Life of Mind

Part of an Innovative Curriculum

Professor Tony Chemero and Aysu Suben '09Studying something as vast and complex as the human mind requires a nimbleness in transcending disciplines.

"It's too big a subject matter for any discipline to own it," says professor Tony Chemero. "We all have a stake in it, we all have relevant knowledge."

Fortunately, F&M's interdisciplinary major Scientific and Philosophical Studies of Mind allows Chemero to teach just as much philosophy, evolutionary biology and artificial intelligence as psychology in his classes. In fact, students draw on this wealth of disciplines in their own research and analysis.

"I'm an interdisciplinary person - a philosopher who knows a fair amount of psychology, who is interested in artificial intelligence and cognitive science," he says. "Everything is a resource for understanding thinking. It's equally valid to draw on anthropology or cultural studies as it is to draw on neurosciences."As Chemero's students grow in their knowledge, he prods them to distill the relevant and essential, to add their own work to the scholarship that has preceded them.

"What's developing in college is a picture of the world and your place in it," he says of his students. "They're like sponges with all this knowledge that's soaked up. My job then is to squeeze them out and help them see what can be put together in coherent practice."

That process involves plenty of time-consuming, empirical labor, much of it in the College's artificial intelligence lab. There students design and train simple simulated brains, build robots and use simulated evolution to create artificial creatures. In doing so, they not only employ psychological, biological, and philosophical concepts, but also hone their practical skills in engineering and computer programming to run their experiments.

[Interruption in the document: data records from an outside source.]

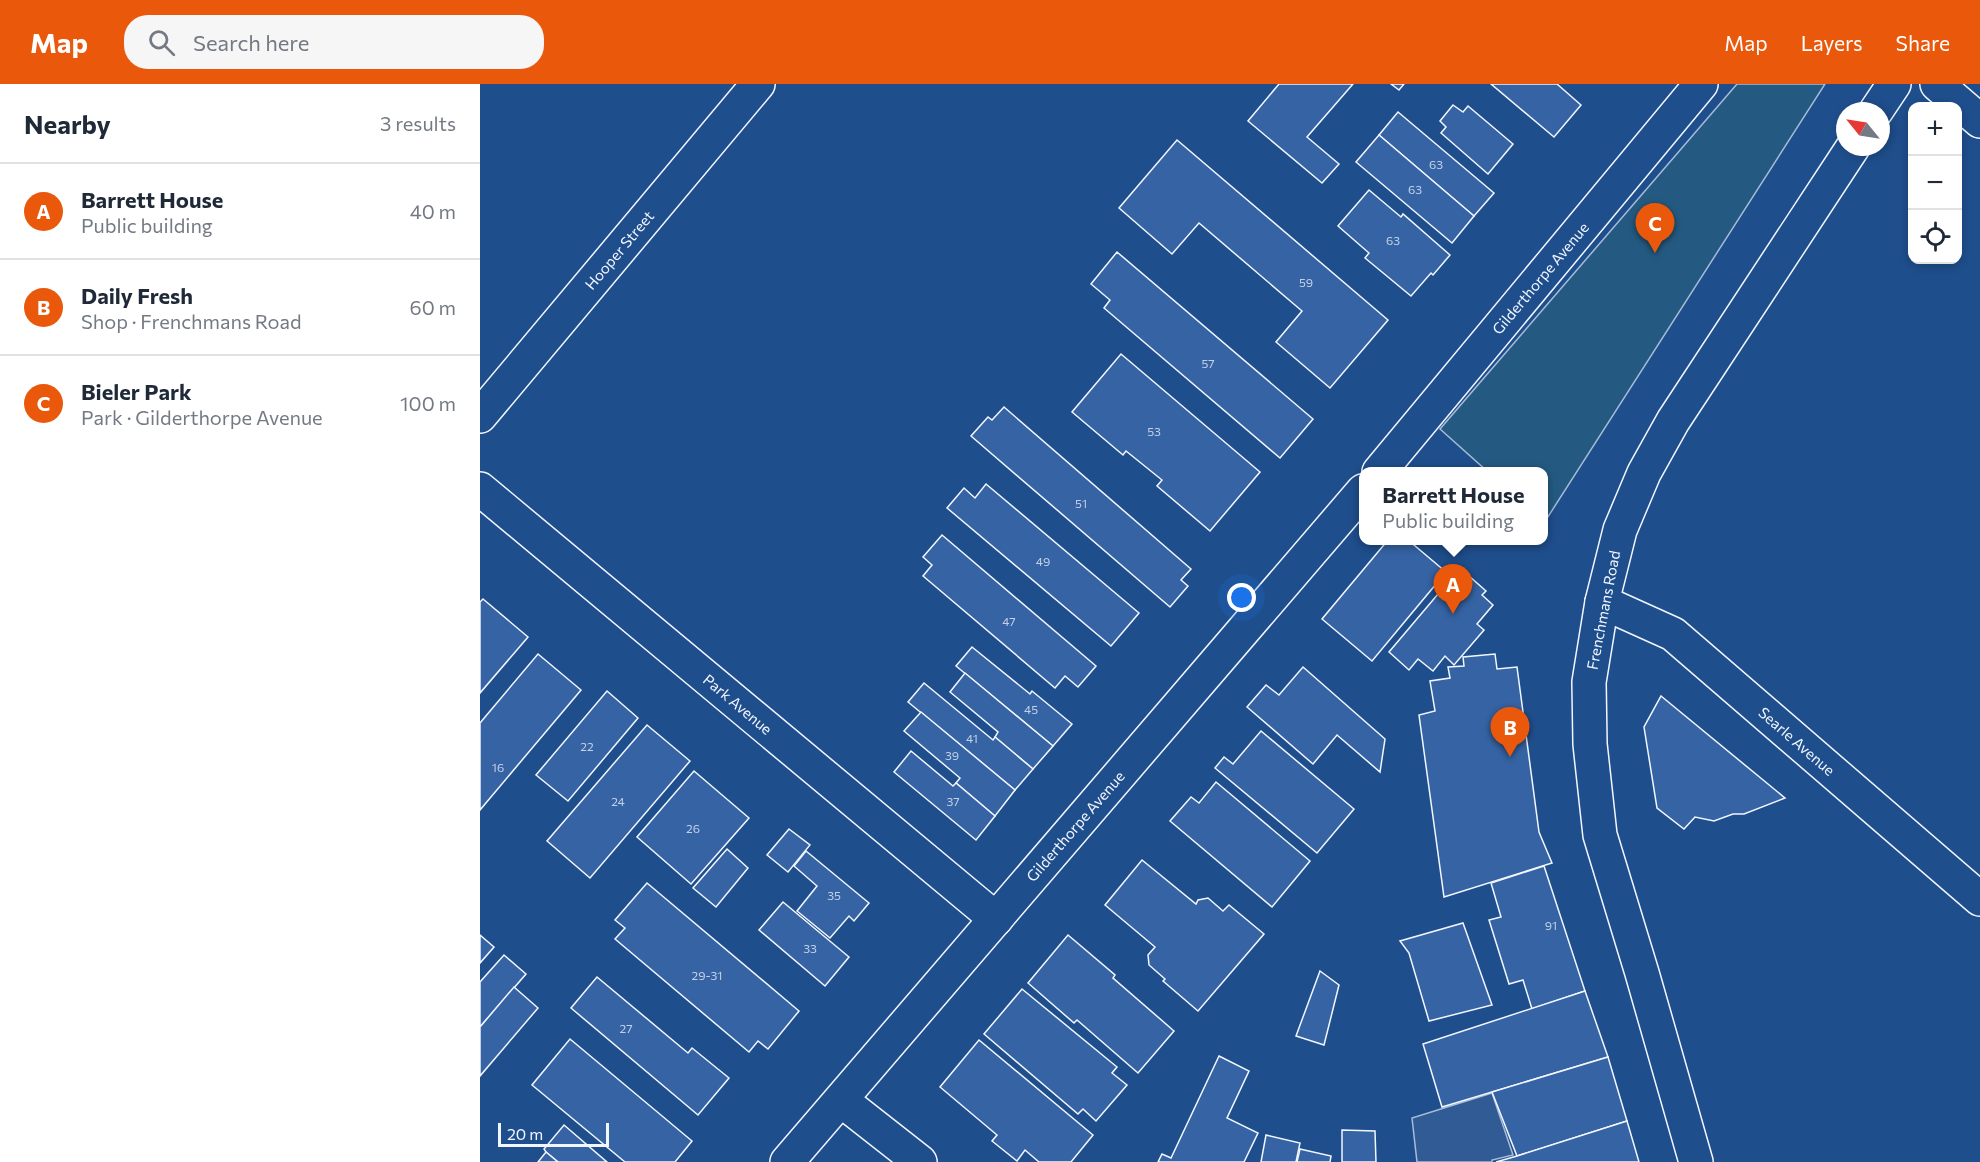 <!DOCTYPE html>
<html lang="en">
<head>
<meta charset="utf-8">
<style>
	:root { --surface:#fff; --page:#f6f6f7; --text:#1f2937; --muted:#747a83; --line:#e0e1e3; --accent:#ea580c }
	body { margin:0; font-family:Commissioner,sans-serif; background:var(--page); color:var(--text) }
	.controls { position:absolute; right:18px; top:18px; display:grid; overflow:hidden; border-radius:12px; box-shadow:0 3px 9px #0003 }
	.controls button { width:54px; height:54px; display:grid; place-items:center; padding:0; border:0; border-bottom:2px solid var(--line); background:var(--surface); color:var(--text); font:30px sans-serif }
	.compass { position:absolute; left:1356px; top:18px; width:54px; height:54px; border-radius:50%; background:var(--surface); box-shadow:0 3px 9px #0003; rotate:300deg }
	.scale { position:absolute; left:18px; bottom:15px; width:111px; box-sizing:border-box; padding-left:6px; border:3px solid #f2f6ff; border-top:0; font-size:16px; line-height:21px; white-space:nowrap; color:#f2f6ff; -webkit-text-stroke:4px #1f4e8c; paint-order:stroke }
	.you { position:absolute; left:762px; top:514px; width:21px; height:21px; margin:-15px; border:4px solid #fff; border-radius:50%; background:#1a73e8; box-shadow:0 0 0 9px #1a73e833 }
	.badge { display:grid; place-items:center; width:39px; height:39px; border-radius:50%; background:var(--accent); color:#fff; font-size:20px; font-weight:700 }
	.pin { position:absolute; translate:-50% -50px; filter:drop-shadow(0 2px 3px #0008) }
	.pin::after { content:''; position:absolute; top:32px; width:21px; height:18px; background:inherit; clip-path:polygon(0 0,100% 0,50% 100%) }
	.popup { position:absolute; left:879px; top:383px; width:189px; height:78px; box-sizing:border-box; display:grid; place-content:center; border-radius:12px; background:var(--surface); filter:drop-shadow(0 2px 4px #0005); font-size:20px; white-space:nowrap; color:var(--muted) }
	.popup b { font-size:22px; color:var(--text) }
	.popup::after { content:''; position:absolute; left:50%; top:100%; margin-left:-12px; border:12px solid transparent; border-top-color:var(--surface) }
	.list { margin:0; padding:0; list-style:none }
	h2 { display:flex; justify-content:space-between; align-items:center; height:78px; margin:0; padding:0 24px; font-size:26px }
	h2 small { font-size:20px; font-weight:400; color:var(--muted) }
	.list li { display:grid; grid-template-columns:39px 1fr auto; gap:18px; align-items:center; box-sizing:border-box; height:96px; padding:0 24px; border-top:2px solid var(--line) }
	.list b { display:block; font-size:22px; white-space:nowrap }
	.list p { margin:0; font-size:20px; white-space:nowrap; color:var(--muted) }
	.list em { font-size:20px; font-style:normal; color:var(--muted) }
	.icon { flex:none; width:33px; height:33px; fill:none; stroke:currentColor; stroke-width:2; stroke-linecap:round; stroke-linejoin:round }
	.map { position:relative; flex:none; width:1500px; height:1078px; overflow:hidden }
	header { display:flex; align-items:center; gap:36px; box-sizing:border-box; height:84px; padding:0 30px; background:var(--accent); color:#fff }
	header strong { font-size:28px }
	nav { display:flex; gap:33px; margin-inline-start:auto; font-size:21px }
	.search { width:420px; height:54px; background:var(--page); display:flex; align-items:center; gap:15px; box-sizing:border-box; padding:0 21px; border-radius:24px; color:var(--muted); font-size:22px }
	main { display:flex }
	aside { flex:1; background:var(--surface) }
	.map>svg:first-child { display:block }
</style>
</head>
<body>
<header>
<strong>Map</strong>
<div class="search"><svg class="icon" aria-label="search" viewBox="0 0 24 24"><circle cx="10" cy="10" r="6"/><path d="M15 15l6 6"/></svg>Search here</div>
<nav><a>Map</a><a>Layers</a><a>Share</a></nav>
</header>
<main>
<aside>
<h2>Nearby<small>3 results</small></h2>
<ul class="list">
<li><span class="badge">A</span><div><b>Barrett House</b><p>Public building</p></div><em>40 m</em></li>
<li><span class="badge">B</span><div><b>Daily Fresh</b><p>Shop · Frenchmans Road</p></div><em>60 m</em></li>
<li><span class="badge">C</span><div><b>Bieler Park</b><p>Park · Gilderthorpe Avenue</p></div><em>100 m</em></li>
</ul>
</aside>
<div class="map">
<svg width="1500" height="1078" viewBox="0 0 1500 1078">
	<rect width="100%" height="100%" fill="#1f4e8c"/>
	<polygon fill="#245a82" stroke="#a8bbd7" stroke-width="1.5" points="1257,0 1345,0 1064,439 1063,388 1007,387 960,345"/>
	<polygon fill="#305b95" stroke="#a8bbd7" stroke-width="1.5" points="1012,1009 1033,1071 1012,1076 1012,1078 937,1078 932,1034"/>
	<g fill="#3563a3" stroke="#f2f6ff" stroke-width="1.5">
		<polygon points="799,0 873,0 827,53 859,80 842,99 768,37"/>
		<polygon points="911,0 924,0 919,6"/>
		<polygon points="1011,0 1077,0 1101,21 1074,53"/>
		<polygon points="973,21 983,28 988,22 1033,60 1008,90 961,49 966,43 960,37"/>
		<polygon points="918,28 1014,109 994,132 899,51"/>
		<polygon points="899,51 994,132 972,159 876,78"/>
		<polygon points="697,56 908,236 850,304 796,258 822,227 719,139 692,170 639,124"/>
		<polygon points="889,106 921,133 923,130 970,171 953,191 951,189 931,212 885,174 889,169 858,142"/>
		<polygon points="637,168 833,335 800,374 624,224 630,216 611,200"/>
		<polygon points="641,270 780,388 730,447 677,402 682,396 646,367 643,371 592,328"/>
		<polygon points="524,323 711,485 701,496 708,502 690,523 491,352 508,333 512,336"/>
		<polygon points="506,400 659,529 631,562 467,424 484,404 495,414"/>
		<polygon points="462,451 616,582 598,603 585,592 575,604 443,492 452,481 443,473"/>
		<polygon points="908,456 928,456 966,488 892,577 842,535"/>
		<polygon points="980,484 1006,507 1002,511 1013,521 997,540 1004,546 974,581 965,572 953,587 938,575 929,586 909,568"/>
		<polygon points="3,515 48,553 0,609 0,518"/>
		<polygon points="492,563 550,610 552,607 592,640 573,662 476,582"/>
		<polygon points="58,570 101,606 0,726 0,639"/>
		<polygon points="1015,570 1017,585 1037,583 1059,748 1072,779 964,813 939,631 955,627 950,597 970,594 968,583 984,582 983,573"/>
		<polygon points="823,583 905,655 900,688 857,651 833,680 767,623 786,601 799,611"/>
		<polygon points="485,589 573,662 553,685 515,653 518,648 470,608"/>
		<polygon points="444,599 513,656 515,653 553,685 535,706 428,618"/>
		<polygon points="127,607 158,634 88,717 56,691"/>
		<polygon points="1181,612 1305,714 1264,730 1253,730 1234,737 1215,733 1204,745 1177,724 1164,643"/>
		<polygon points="441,628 535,706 515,732 476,699 480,694 424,647"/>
		<polygon points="167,641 210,677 110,794 67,757"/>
		<polygon points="781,647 874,725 837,769 735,684 744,673 753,680"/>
		<polygon points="431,667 473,702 476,699 515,732 496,756 414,688"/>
		<polygon points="214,687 269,734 211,800 157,753"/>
		<polygon points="736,698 830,777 792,823 690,737 711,713 719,719"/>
		<polygon points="309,745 330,761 308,788 287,771"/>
		<polygon points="247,765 268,784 236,823 213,804"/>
		<polygon points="326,767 389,819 374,837 369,832 350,854 317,827 337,802 314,782"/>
		<polygon points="662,776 716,820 718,816 728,814 743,827 749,821 784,850 718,927 683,897 685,895 669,881 668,871 675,863 625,821"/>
		<polygon points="1064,782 1105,907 1052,925 1043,896 1029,900 1009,836 1021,833 1011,799"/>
		<polygon points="167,799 319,927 288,965 278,957 269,968 135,855 145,844 135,836"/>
		<polygon points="303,818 369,873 345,902 279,846"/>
		<polygon points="983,839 1012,921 949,937 929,869 920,857"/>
		<polygon points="0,851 14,863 0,879"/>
		<polygon points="588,851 635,891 633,894 694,947 658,989 597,936 594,939 548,899"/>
		<polygon points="24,871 46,890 0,943 0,898"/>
		<polygon points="840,887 859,901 844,961 816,952"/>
		<polygon points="117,893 208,969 212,964 249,994 218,1031 91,924"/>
		<polygon points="34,903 58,924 0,992 0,943"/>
		<polygon points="542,905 637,983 632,989 647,1001 616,1037 603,1025 598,1030 504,950"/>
		<polygon points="1105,907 1128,973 962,1023 943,960"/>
		<polygon points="90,955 212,1057 195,1078 145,1078 52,1001"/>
		<polygon points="499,956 613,1051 591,1078 559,1078 545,1066 537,1077 512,1057 517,1051 460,1003"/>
		<polygon points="739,972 769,987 747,1034 778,1049 764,1078 678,1078 682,1070 691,1074"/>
		<polygon points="1128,973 1147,1037 1037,1072 1012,1008"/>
		<polygon points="1147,1037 1159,1078 1016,1078 1037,1072"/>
		<polygon points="84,1041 127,1078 78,1078 66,1068 64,1065"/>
		<polygon points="862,1046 895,1047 896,1078 862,1078"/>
		<polygon points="786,1051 820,1059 816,1078 781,1078"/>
		<polygon points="820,1065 851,1072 850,1078 817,1078"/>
		<polygon points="66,1068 78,1078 58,1078"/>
	</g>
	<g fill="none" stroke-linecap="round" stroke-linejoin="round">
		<defs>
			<g id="minor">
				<polyline points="1457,0 1500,37"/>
				<polyline points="0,332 278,0"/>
				<polyline points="899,388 1221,0"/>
				<polyline points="0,405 516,835"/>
				<polyline points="1122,518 1193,550 1500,815"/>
				<polyline points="361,1016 440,1078"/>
				<polyline points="307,1078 883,407"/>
			</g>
			<g id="primary">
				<polyline points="1396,27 1414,0"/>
				<polyline points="1216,1078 1162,889 1120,751 1110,660 1109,598 1122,518 1140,446 1164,389 1193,337 1373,63"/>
			</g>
		</defs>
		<use href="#minor" stroke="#f2f6ff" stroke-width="36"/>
		<use href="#primary" stroke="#f2f6ff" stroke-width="36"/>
		<use href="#minor" stroke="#1f4e8c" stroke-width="33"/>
		<use href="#primary" stroke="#1f4e8c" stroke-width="33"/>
	</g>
	<g text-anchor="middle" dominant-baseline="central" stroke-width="4.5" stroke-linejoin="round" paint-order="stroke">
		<g font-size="12" fill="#c3d1e8">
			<text x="956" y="80">63</text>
			<text x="935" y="105">63</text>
			<text x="913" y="156">63</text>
			<text x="826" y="198">59</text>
			<text x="728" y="279">57</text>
			<text x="674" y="347">53</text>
			<text x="601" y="419">51</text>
			<text x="563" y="477">49</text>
			<text x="529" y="537">47</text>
			<text x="551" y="625">45</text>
			<text x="492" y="654">41</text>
			<text x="107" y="662">22</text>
			<text x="472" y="671">39</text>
			<text x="18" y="683">16</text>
			<text x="138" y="717">24</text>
			<text x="473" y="717">37</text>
			<text x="213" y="744">26</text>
			<text x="354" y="811">35</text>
			<text x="1071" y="841">91</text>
			<text x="330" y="864">33</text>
			<text x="227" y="891">29-31</text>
			<text x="146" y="944">27</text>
		</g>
		<g font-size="15" fill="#f2f6ff" stroke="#1f4e8c">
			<text transform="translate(139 166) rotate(-50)">Hooper Street</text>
			<text transform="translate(1060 194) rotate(-50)">Gilderthorpe Avenue</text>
			<text transform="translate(1123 526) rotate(-79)">Frenchmans Road</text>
			<text transform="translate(258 620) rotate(40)">Park Avenue</text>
			<text transform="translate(1317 657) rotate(41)">Searle Avenue</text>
			<text transform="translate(595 742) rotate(-49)">Gilderthorpe Avenue</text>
		</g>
	</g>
</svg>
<div class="controls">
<button>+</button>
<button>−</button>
<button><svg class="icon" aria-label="locate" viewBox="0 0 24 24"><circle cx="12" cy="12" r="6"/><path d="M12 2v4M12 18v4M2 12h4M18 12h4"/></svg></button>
</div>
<svg class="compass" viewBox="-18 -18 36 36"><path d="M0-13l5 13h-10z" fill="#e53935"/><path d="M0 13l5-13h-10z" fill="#747a83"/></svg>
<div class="scale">20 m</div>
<div class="you"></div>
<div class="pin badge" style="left:973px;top:530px">A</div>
<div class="popup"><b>Barrett House</b>Public building</div>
<div class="pin badge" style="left:1030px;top:673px">B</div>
<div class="pin badge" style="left:1175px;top:169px">C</div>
</div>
</main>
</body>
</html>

Currently, students are studying self-organization in living things, trying to refine the Kantian idea of a "special kind of causation" in the evolution of living systems and to discover whether the theory holds true for computer systems as well. "The idea is that the machine makes itself," he says, a theory he expects to prove, in collaboration with his students.

Although Chemero jokes that the research resonates with "math-y weirdos," the implications are much larger. This faculty-student collaboration across the disciplines, he says, helps answer the question of what it means to be alive.